New Westminster's long heritage is full of epic tales: the Great Fire, the Queen's visit, the indignity of having our status as B.C.'s capital revoked, and, of course, who could forget when Bella went on that first date with Jacob at the movie theatre on Columbia St. just before he changed into a werewolf? Yes, New Westminster's Twi-Hard historians may have a renaissance this spring and summer

New Westminster’s long heritage is full of epic tales: the Great Fire, the Queen’s visit, the indignity of having our status as B.C.’s capital revoked, and, of course, who could forget when Bella went on that first date with Jacob at the movie theatre on Columbia St. just before he changed into a werewolf?

Twilight: New Moon filming in New Westminster. Photo:VancityAllie.com
Twilight: New Moon filming in New Westminster. Photo:VancityAllie.com

Yes, New Westminster’s Twi-Hard historians may have a renaissance this spring and summer. When the New Moon DVD is released tomorrow, the Queensborough Wal-Mart will be one of dozens of stores in the chain bracing for a rush of Twilight fans at a special midnight opening. With several key scenes filmed right here in New Westminster, maybe Archie Miller should start a Twi-Hard walking tour to share this most important historical legacy with future generations.

The Paramount Theatre (transformed into a cinema for the Bella/Jacob date scene) and other parts of Columbia, Front St. (including the parkade) and 61 Duncan St. were among the New Westminster locations used in the movies, netting about $10k for city coffers, according to the city’s Jason Haight in an email to me earlier today:

The permit fees for this filming were $10,503.15. This value does not include the economic spin off related to Twilight filming in New Westminster (i.e. goods or services purchased while filming or wages paid to staff who reside in the community, and in turn, further stimulate the local economy).

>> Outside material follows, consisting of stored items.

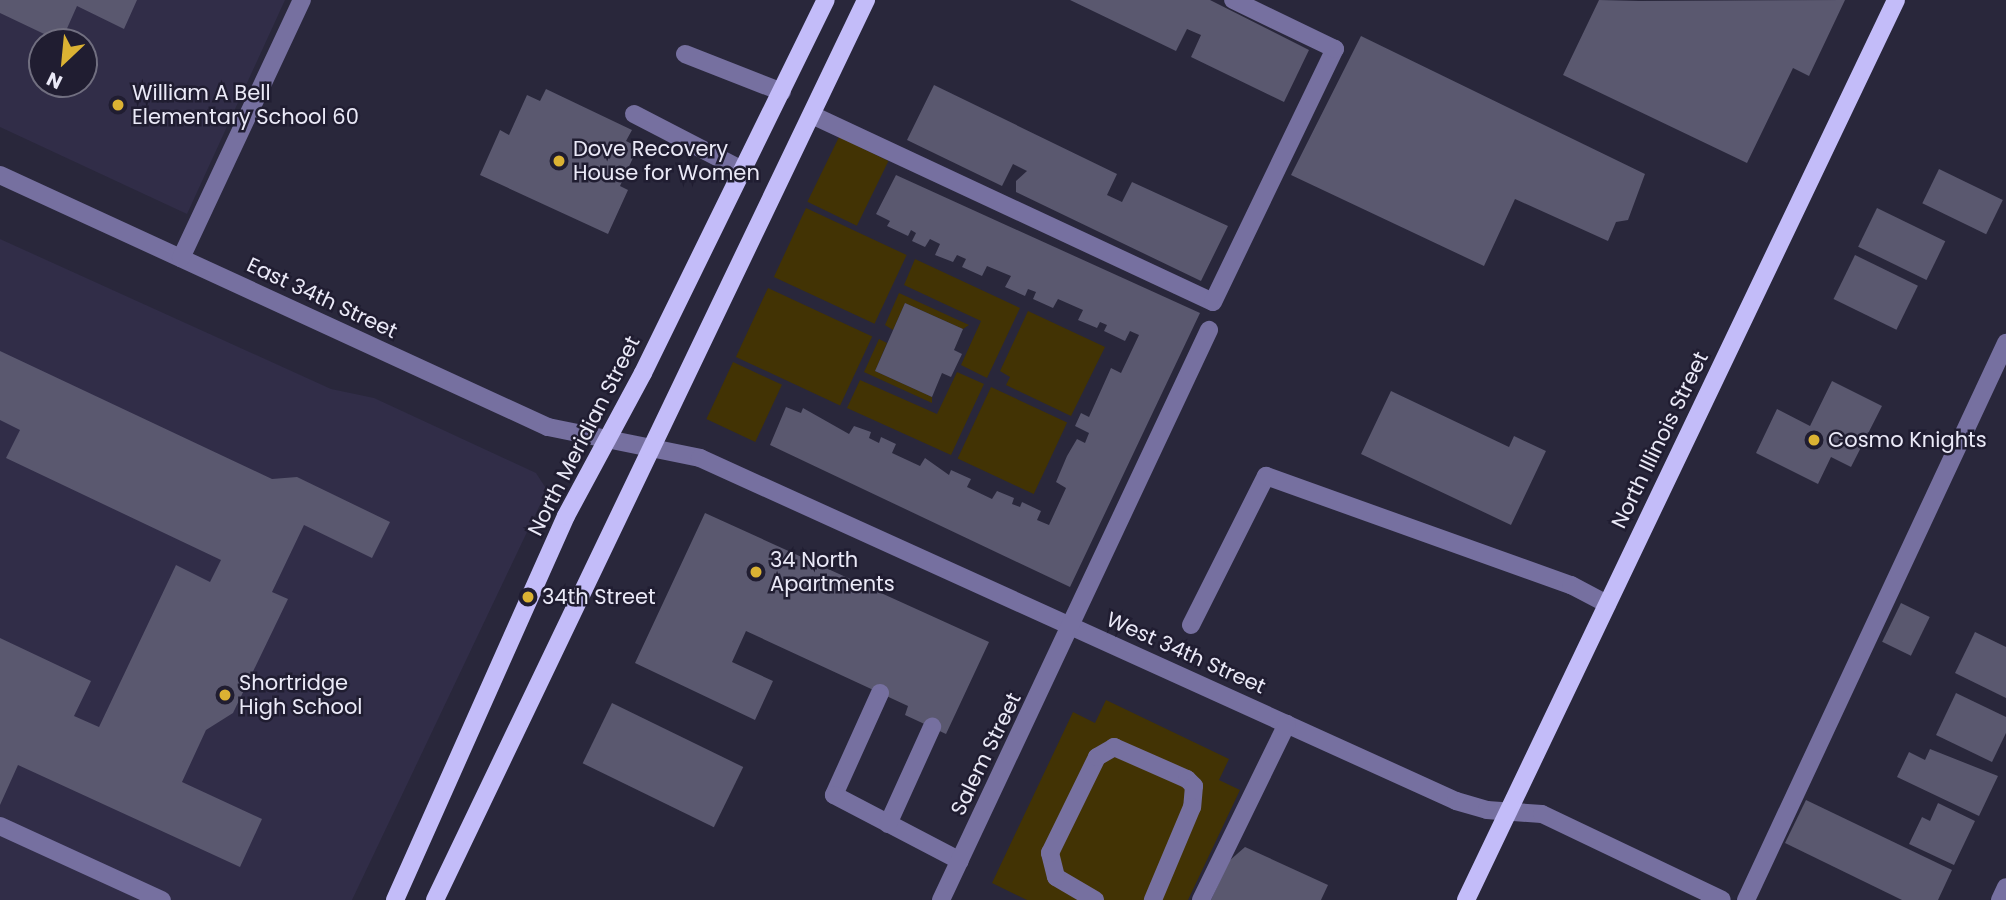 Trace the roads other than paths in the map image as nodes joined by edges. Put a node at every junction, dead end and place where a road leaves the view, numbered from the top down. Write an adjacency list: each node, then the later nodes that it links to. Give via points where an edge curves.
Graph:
1 (302, 0): 12 (street)
2 (826, 0): 7 (main road, North Meridian Street)
3 (866, 0): 9 (main road)
4 (1233, 0): 9 (street, via 1335,49 1213,302)
5 (1896, 0): 18 (main road, North Illinois Street)
6 (685, 54): 7 (street)
7 (782, 92): 10 (main road, North Meridian Street)
8 (634, 114): 10 (street)
9 (812, 115): 17 (main road)
10 (744, 171): 15 (main road, North Meridian Street)
11 (0, 175): 12 (street, East 34th Street)
12 (181, 258): 15 (street, East 34th Street, via 548,427)
13 (1209, 330): 20 (street, Salem Street)
14 (2006, 344): 38 (street)
15 (607, 440): 16 (street, East 34th Street); 30 (main road, North Meridian Street, via 516,622)
16 (630, 444): 17 (street, West 34th Street)
17 (655, 449): 20 (street, West 34th Street, via 700,458); 31 (main road)
18 (1607, 604): 19 (street, via 1576,587 1266,476); 24 (main road, North Illinois Street)
19 (1191, 625)
20 (1072, 627): 22 (street, West 34th Street); 27 (street, Salem Street)
21 (880, 693): 25 (street, via 834,795)
22 (1287, 724): 24 (street, West 34th Street, via 1466,805); 35 (street)
23 (932, 727): 25 (street)
24 (1509, 811): 36 (main road, North Illinois Street); 37 (street, West 34th Street, via 1542,814)
25 (888, 824): 27 (street)
26 (0, 826): 29 (street)
27 (960, 861): 32 (street, Salem Street)
28 (2006, 887): 39 (street)
29 (162, 900)
30 (395, 900)
31 (435, 900)
32 (941, 900)
33 (1092, 900): 34 (street, via 1056,877 1051,853 1097,757 1114,747 1194,786 1192,807)
34 (1153, 900)
35 (1202, 900)
36 (1466, 900)
37 (1722, 900)
38 (1746, 900)
39 (2000, 900) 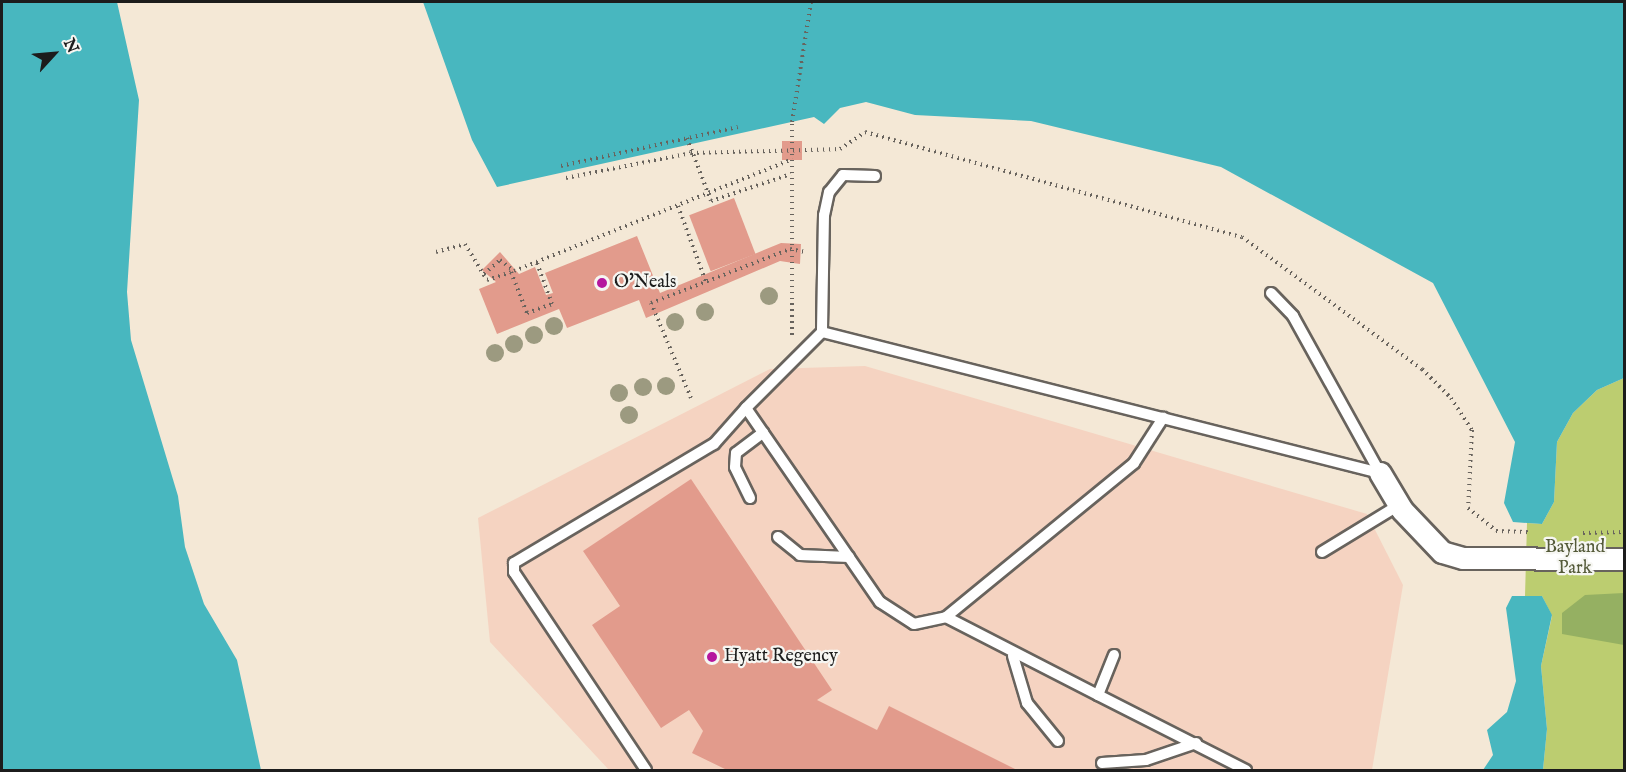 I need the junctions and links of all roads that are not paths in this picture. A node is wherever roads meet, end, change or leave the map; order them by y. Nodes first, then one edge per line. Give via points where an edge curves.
1 (875, 176) dead end
2 (1271, 293) dead end
3 (822, 332) junction
4 (746, 408) junction
5 (1163, 418) junction
6 (763, 433) junction
7 (1380, 473) junction
8 (750, 498) dead end
9 (1399, 505) junction
10 (778, 537) dead end
11 (1322, 552) dead end
12 (849, 558) junction
13 (1624, 559) edge
14 (946, 617) junction
15 (1114, 655) dead end
16 (1014, 656) junction
17 (1098, 695) junction
18 (1058, 741) dead end
19 (1196, 743) junction
20 (1102, 763) dead end
21 (646, 771) edge
22 (1246, 771) edge

1 - 3 lane via 851,172 834,184 825,202
2 - 7 lane via 1293,316
3 - 4 lane
3 - 5 lane
4 - 6 lane
4 - 21 lane via 714,444 514,563 514,572
5 - 7 lane
5 - 14 lane via 1134,463
6 - 8 lane via 736,453 735,467
6 - 12 lane
7 - 9 street
9 - 11 lane
9 - 13 street via 1442,552 1463,558
10 - 12 lane via 800,555
12 - 14 lane via 880,602 914,624
14 - 16 lane
15 - 17 lane
16 - 17 lane
16 - 18 lane via 1027,703
17 - 19 lane
19 - 20 lane via 1146,760
19 - 22 lane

On an annual basis filming permit revenues equal between ½ to 1% reduction in property taxes. Again this value does not consider the non-permit economic multiplier effect in hosting filming in New Westminster. A past BC Film Commission study estimated that the economic spin off of filming in New Westminster was $8M and is approximately $1.2B in British Columbia, of which, 96% is spent in Metro Vancouver.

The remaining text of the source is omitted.